__Work required__
For the data below, please report each line where the word "places" is found.

Collected data entries
- Opening Delimiter -
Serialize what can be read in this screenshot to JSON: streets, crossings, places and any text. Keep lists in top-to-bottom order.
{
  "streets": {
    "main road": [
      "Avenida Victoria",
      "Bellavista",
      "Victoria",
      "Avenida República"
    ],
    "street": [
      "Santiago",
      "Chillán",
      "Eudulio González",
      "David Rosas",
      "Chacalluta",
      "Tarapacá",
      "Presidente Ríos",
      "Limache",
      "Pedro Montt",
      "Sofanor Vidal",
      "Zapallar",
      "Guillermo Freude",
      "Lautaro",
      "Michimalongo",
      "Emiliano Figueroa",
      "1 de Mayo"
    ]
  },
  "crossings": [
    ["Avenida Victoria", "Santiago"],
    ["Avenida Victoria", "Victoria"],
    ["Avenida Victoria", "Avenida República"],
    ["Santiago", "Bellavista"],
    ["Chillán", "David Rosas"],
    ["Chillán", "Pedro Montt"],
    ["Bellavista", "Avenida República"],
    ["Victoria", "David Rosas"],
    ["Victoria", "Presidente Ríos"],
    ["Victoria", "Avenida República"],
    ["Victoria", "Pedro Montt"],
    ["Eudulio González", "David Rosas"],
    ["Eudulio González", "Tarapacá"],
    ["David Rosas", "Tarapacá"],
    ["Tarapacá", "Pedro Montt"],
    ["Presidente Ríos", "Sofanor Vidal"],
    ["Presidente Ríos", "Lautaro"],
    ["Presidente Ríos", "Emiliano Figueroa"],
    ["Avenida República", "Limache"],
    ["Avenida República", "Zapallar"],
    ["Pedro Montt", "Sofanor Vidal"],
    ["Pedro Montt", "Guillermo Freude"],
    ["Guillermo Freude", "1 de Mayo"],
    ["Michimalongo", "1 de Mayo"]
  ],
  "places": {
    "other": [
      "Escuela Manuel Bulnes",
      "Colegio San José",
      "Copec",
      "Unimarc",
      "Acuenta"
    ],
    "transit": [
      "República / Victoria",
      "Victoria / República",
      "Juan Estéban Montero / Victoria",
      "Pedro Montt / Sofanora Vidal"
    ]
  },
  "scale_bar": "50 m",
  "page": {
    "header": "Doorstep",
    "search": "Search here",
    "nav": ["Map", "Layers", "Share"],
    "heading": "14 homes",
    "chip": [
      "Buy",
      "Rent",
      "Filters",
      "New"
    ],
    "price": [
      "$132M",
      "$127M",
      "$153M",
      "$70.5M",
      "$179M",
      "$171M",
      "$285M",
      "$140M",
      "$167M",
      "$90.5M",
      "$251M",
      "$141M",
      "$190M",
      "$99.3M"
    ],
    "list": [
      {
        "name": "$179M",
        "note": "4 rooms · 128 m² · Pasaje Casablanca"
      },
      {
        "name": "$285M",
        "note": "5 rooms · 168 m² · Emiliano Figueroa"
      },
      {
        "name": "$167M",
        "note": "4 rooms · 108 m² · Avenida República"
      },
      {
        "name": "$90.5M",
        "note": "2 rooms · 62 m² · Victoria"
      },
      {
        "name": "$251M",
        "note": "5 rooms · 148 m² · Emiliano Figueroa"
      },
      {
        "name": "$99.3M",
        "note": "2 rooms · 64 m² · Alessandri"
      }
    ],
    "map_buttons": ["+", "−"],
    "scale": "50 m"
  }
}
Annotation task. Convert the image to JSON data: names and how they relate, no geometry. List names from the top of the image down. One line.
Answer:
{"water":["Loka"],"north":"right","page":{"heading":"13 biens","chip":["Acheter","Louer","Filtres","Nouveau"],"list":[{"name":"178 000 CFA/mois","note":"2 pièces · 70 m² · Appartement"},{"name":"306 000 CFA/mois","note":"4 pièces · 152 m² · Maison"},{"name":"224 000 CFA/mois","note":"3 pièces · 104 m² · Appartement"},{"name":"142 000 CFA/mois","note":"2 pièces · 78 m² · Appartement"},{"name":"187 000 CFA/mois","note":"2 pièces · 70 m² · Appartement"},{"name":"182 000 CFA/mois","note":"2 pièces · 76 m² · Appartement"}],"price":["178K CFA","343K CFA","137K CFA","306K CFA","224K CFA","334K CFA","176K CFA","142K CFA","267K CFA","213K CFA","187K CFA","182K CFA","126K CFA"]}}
- Closing Delimiter -
__Task solution__
Serialize what can be read in this screenshot to JSON: streets, crossings, places and any text. Keep lists in top-to-bottom order.
  "places": {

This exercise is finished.